PROBLEM TO WORK ON —
Produce a verbatim transcription of the entries, with all pictures omitted.

--- GIVEN RECORDS Enclosed Below ---

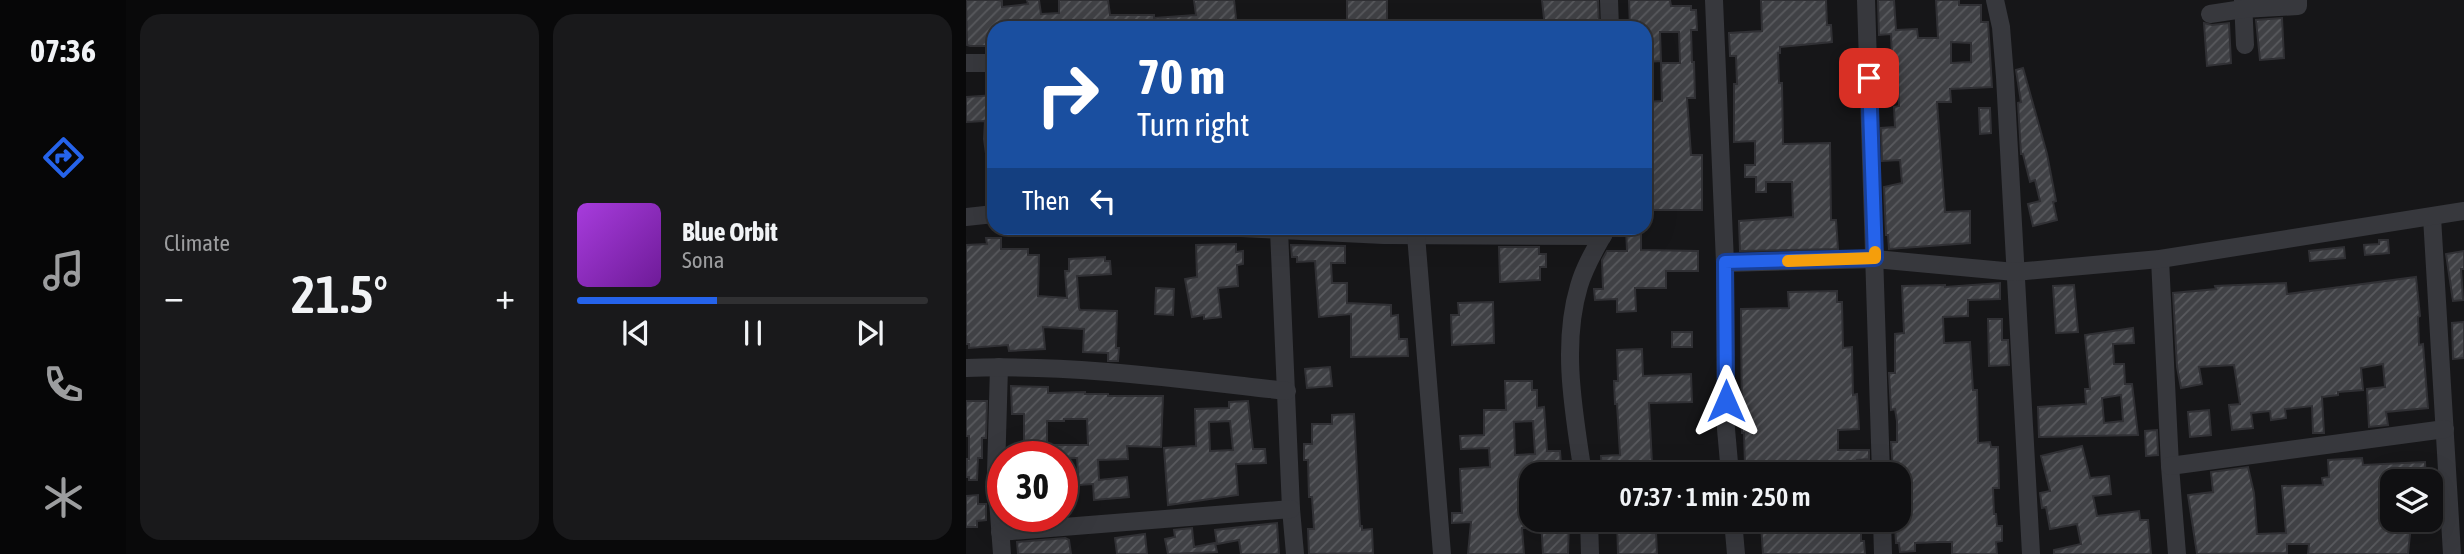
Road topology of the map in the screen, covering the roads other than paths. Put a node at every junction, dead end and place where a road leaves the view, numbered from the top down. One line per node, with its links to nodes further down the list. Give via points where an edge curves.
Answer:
1 (1609, 0): 8 (street)
2 (1714, 0): 21 (street)
3 (1866, 0): 19 (street)
4 (1996, 0): 22 (street)
5 (2298, 0): 6 (street, via 2298,6)
6 (2243, 4): 7 (street); 9 (street)
7 (2210, 14)
8 (1610, 21)
9 (2245, 44)
10 (966, 63): 11 (street)
11 (987, 63)
12 (2464, 211): 15 (street)
13 (987, 215): 14 (street)
14 (966, 217)
15 (2432, 217): 20 (street); 26 (street)
16 (1279, 235): 25 (street)
17 (1416, 235): 40 (street)
18 (1604, 235): 28 (street, via 1580,284 1572,316 1572,392)
19 (1875, 258): 21 (street); 22 (street); 30 (street)
20 (2160, 259): 22 (street); 31 (street)
21 (1725, 262): 29 (street)
22 (2015, 272): 44 (street)
23 (999, 367): 24 (street); 25 (street, via 1124,372); 27 (street)
24 (966, 368)
25 (1287, 391): 32 (street)
26 (2445, 429): 31 (street); 46 (street)
27 (997, 441)
28 (1581, 462)
29 (1729, 462)
30 (1881, 462)
31 (2170, 466): 45 (street)
32 (1291, 509): 33 (street); 39 (street)
33 (1078, 526)
34 (1000, 532): 38 (street)
35 (1589, 532): 41 (street)
36 (1734, 532): 42 (street)
37 (1882, 532): 43 (street)
38 (1002, 554)
39 (1294, 554)
40 (1442, 554)
41 (1590, 554)
42 (1736, 554)
43 (1882, 554)
44 (2031, 554)
45 (2177, 554)
46 (2452, 554)

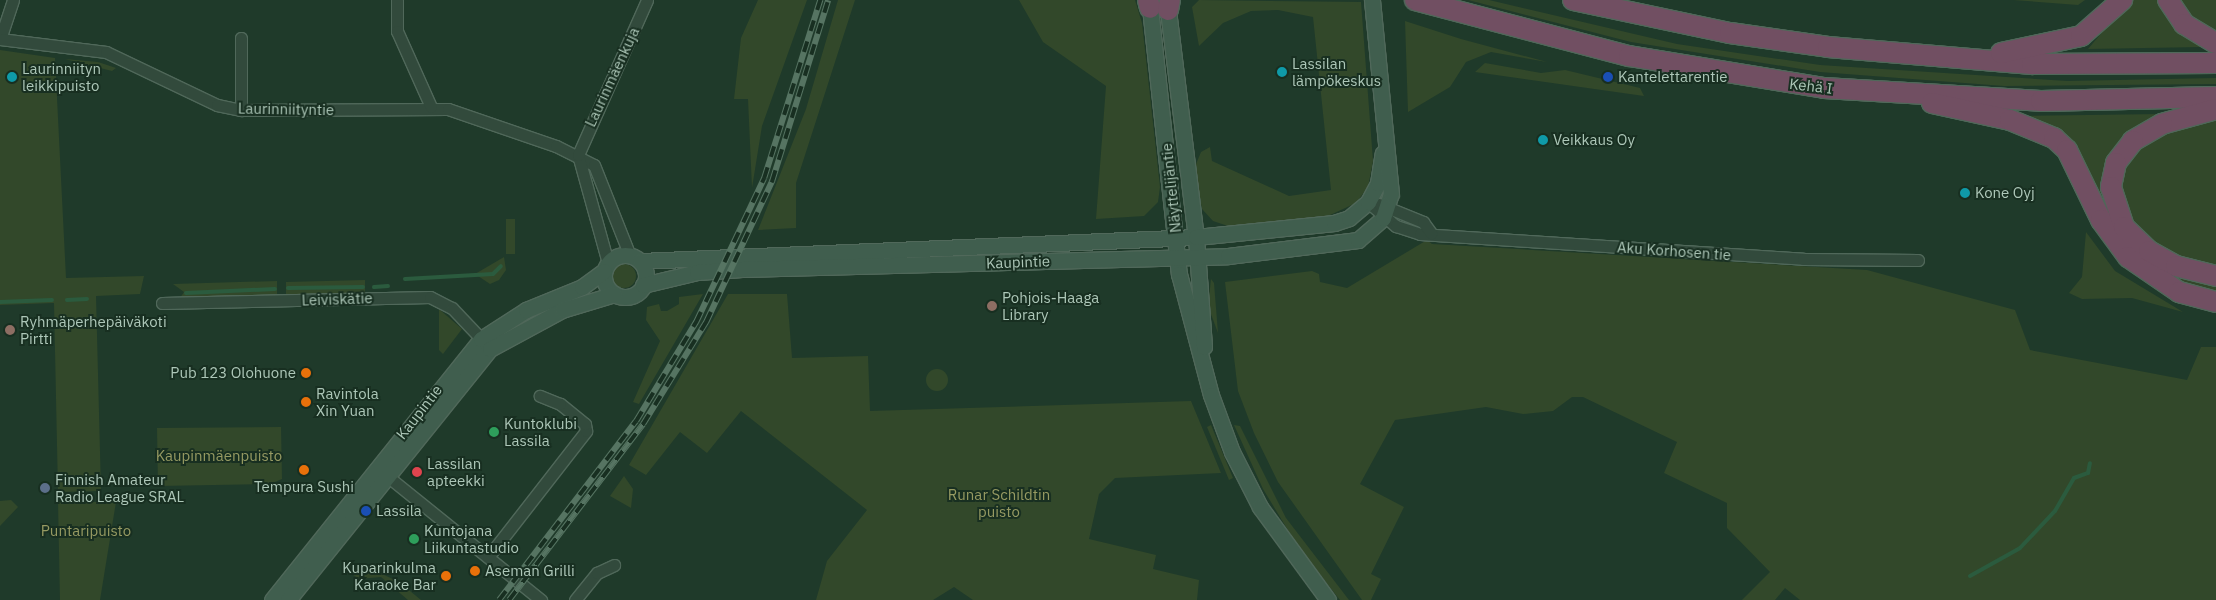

--- End of Enclosed GIVEN RECORDS ---

RESPONSE TO THE TASK —
Road topology of the map in the screen, covering the roads other than paths. Put a node at every junction, dead end and place where a road leaves the view, numbered from the top down. One line per node, with its links to nodes further down the list. Give via points where an edge curves.
Answer:
1 (1609, 0): 8 (street)
2 (1714, 0): 21 (street)
3 (1866, 0): 19 (street)
4 (1996, 0): 22 (street)
5 (2298, 0): 6 (street, via 2298,6)
6 (2243, 4): 7 (street); 9 (street)
7 (2210, 14)
8 (1610, 21)
9 (2245, 44)
10 (966, 63): 11 (street)
11 (987, 63)
12 (2464, 211): 15 (street)
13 (987, 215): 14 (street)
14 (966, 217)
15 (2432, 217): 20 (street); 26 (street)
16 (1279, 235): 25 (street)
17 (1416, 235): 40 (street)
18 (1604, 235): 28 (street, via 1580,284 1572,316 1572,392)
19 (1875, 258): 21 (street); 22 (street); 30 (street)
20 (2160, 259): 22 (street); 31 (street)
21 (1725, 262): 29 (street)
22 (2015, 272): 44 (street)
23 (999, 367): 24 (street); 25 (street, via 1124,372); 27 (street)
24 (966, 368)
25 (1287, 391): 32 (street)
26 (2445, 429): 31 (street); 46 (street)
27 (997, 441)
28 (1581, 462)
29 (1729, 462)
30 (1881, 462)
31 (2170, 466): 45 (street)
32 (1291, 509): 33 (street); 39 (street)
33 (1078, 526)
34 (1000, 532): 38 (street)
35 (1589, 532): 41 (street)
36 (1734, 532): 42 (street)
37 (1882, 532): 43 (street)
38 (1002, 554)
39 (1294, 554)
40 (1442, 554)
41 (1590, 554)
42 (1736, 554)
43 (1882, 554)
44 (2031, 554)
45 (2177, 554)
46 (2452, 554)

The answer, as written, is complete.